More than seven million people in the African continent alone accepted Islam through him. Some directly and others, indirectly through his efforts and the hard work of his ambitious team. The “Direct Aid Organisation” which he had set up there, soon became the largest global organisation in all of Africa. There are currently more than half a million students studying in their educational institutes including four major universities, as well as a large number of broadcasts and publications. They dug more than 8,600 wells and trained more than 4,000 Islamic callers, teachers and academics in this time period. He helped transform the lives of thousands who were able to go from being recipients of charity and Zakah to fully able donators. Firmly keeping his faith at the root of his principles, he kept the Islamic methodology as the backbone of his endeavours in creating sustainable development of nations and peoples.
No Stranger to Harm or Hardship
He would take frequent long journeys spending twenty or so hours in a car in order to reach extremely remote places and sometimes would even travel on foot through mud and wetlands.

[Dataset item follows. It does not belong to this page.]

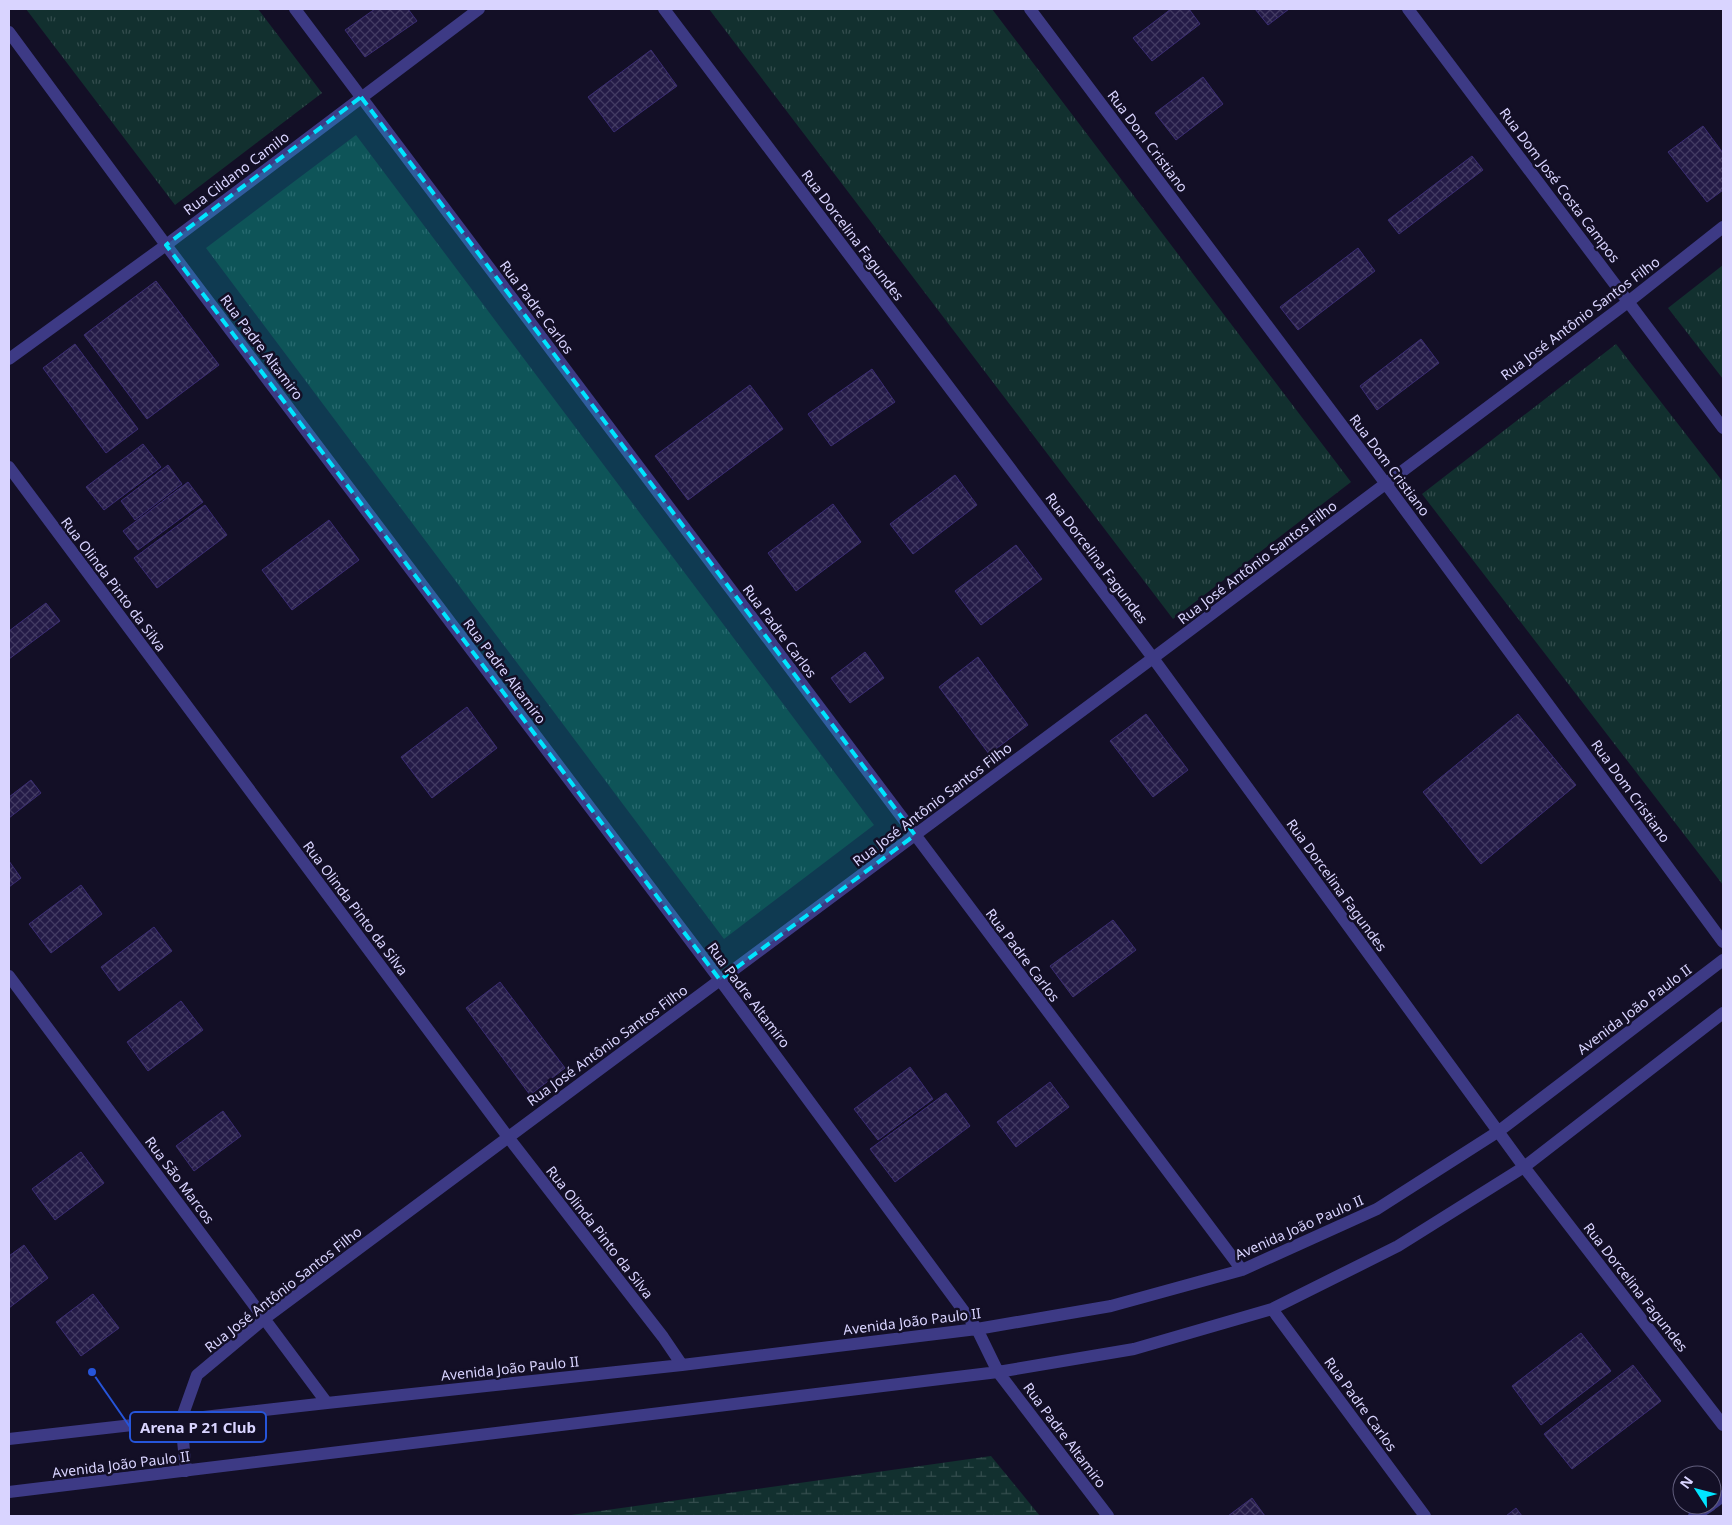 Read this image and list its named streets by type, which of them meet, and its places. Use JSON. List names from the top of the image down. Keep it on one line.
{"streets":{"street":["Rua Dom Cristiano","Rua Cildano Camilo","Rua Dom José Costa Campos","Rua Dorcelina Fagundes","Rua Padre Carlos","Rua José Antônio Santos Filho","Rua Padre Altamiro","Rua Olinda Pinto da Silva","Avenida João Paulo II","Rua São Marcos"]},"crossings":[["Rua Dom Cristiano","Rua José Antônio Santos Filho"],["Rua Cildano Camilo","Rua Padre Carlos"],["Rua Cildano Camilo","Rua Padre Altamiro"],["Rua Dom José Costa Campos","Rua José Antônio Santos Filho"],["Rua Dorcelina Fagundes","Rua José Antônio Santos Filho"],["Rua Dorcelina Fagundes","Avenida João Paulo II"],["Rua Padre Carlos","Rua José Antônio Santos Filho"],["Rua Padre Carlos","Avenida João Paulo II"],["Rua José Antônio Santos Filho","Rua Padre Altamiro"],["Rua José Antônio Santos Filho","Rua Olinda Pinto da Silva"],["Rua José Antônio Santos Filho","Avenida João Paulo II"],["Rua José Antônio Santos Filho","Rua São Marcos"],["Rua Padre Altamiro","Avenida João Paulo II"],["Rua Olinda Pinto da Silva","Avenida João Paulo II"],["Avenida João Paulo II","Rua São Marcos"]],"places":["Arena P 21 Club"],"north":"top left"}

Dangers were always apparent and he, his wife and his children many a time were exposed to volatile and potentially harmful situations. One time he passed by a large gathering of people (not knowing why they had gathered) when he sat down next to them out of fatigue after a long journey. Suddenly, one by one each member of the gathering came to him and began spitting on his face! Shocked, he later found out that indeed the gathering was a tribal ‘court hearing’ to which outsiders are strictly forbidden from entering!

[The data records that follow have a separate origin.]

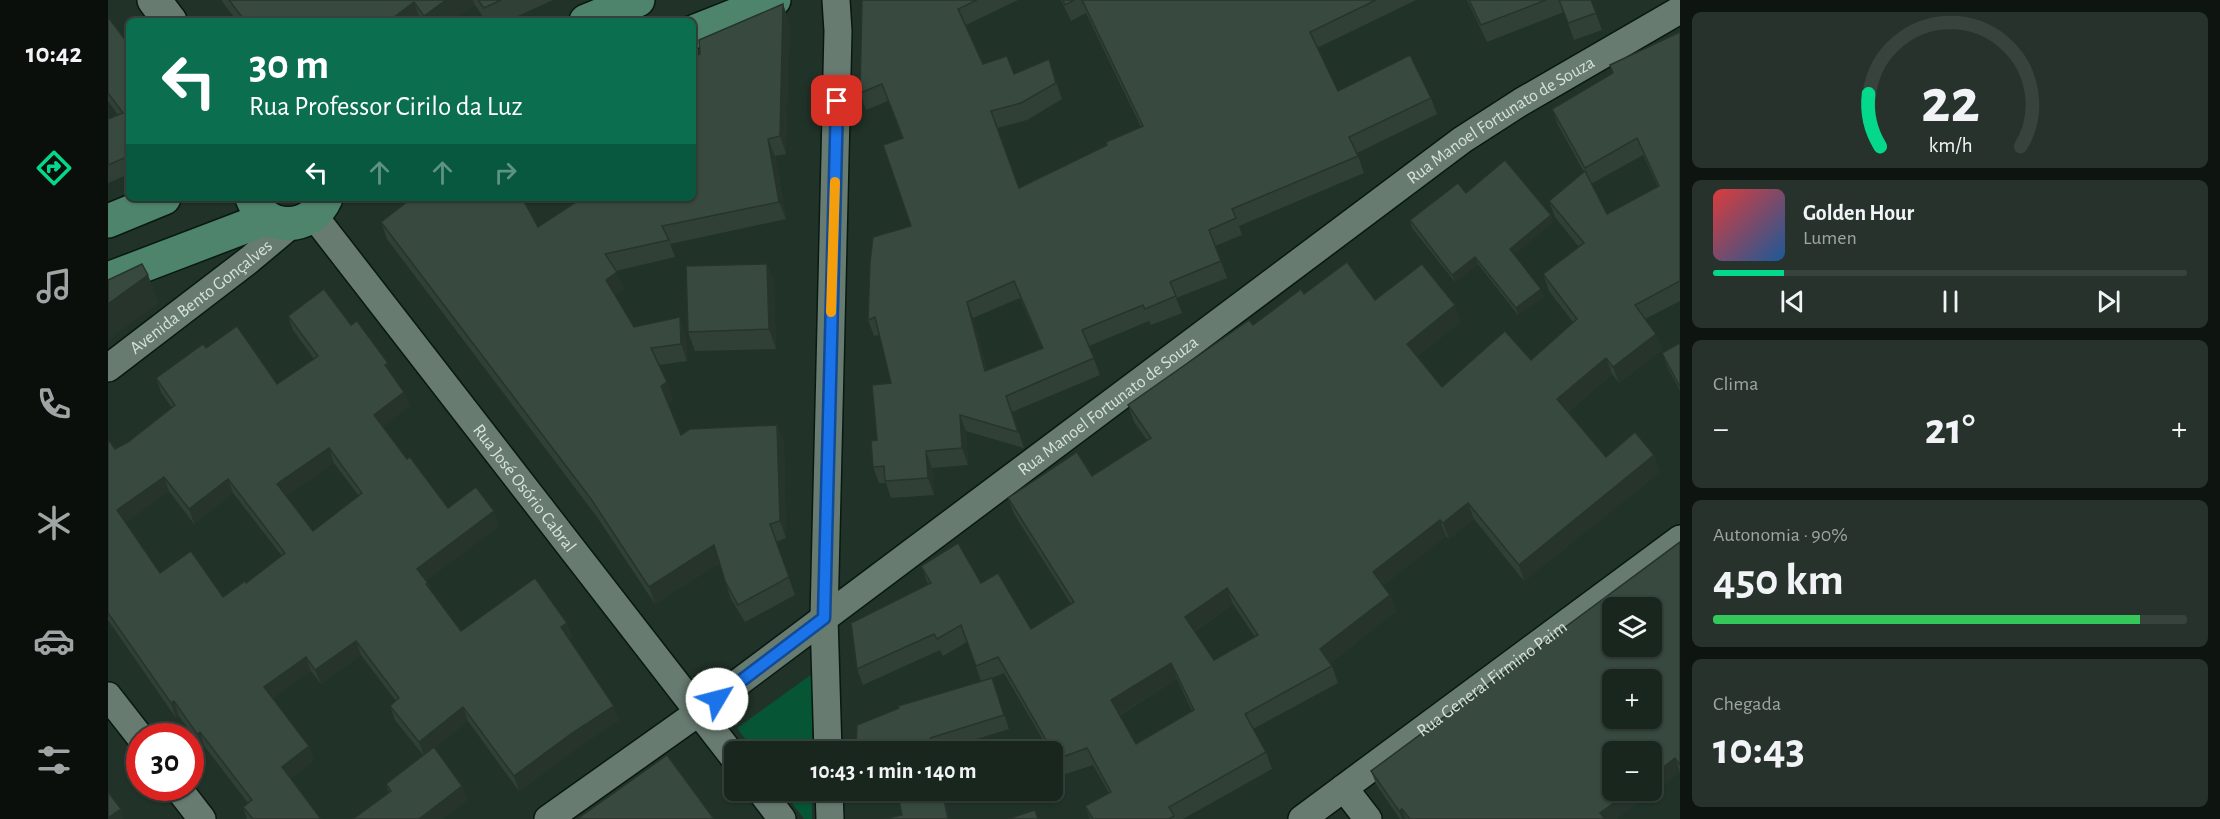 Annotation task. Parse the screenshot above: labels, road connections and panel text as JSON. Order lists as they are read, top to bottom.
{
  "streets": {
    "street": [
      "Rua Manoel Fortunato de Souza",
      "Avenida Bento Gonçalves",
      "Rua José Osório Cabral",
      "Rua General Firmino Paim"
    ]
  },
  "crossings": [
    ["Rua Manoel Fortunato de Souza", "Rua José Osório Cabral"],
    ["Avenida Bento Gonçalves", "Rua José Osório Cabral"]
  ],
  "page": {
    "tabs": "10:42",
    "turn": ["30 m", "Rua Professor Cirilo da Luz"],
    "song": ["Golden Hour", "Lumen"],
    "tile": [
      "Clima",
      ["Autonomia · 90%", "450 km"],
      ["Chegada", "10:43"]
    ],
    "heat": ["−", "21°", "+"],
    "map_buttons": ["+", "−"],
    "limit": "30",
    "trip": "10:43 · 1 min · 140 m",
    "gauge": ["22", "km/h"]
  }
}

Another more dangerous encounter took place when As-Sumayt and his wife met a tribe for the very first time. These people were so shocked (for some strange reason) at the site of a woman in hijab, they wanted to attack her and almost killed her had they not sprinted back to the car (and gotten away)!
Lessons from his Legacy
It is worth mentioning that when Steve Jobs was close to his death, there was hardly an individual (in general) who did not comment on it or searched Google to learn more about his life and achievements, or discussed his contributions to culture and civilisation at large. So here we are, having heard a man who was both uncommon and unparalleled in this day and age (in his life and work) and thus it is his right upon us that we learn about him through his life story.
May Allah bestow His Infinite Mercy upon you and grant you an abode in Al-Firdaus in the company of the prophets, the steadfast affirmers of truth, the martyrs and the truly righteous. What an excellent companionship they are!
So who now will carry forth the life story of this man to every place? A beautiful biography that will leave a person amazed, shocked even and questioning his own self.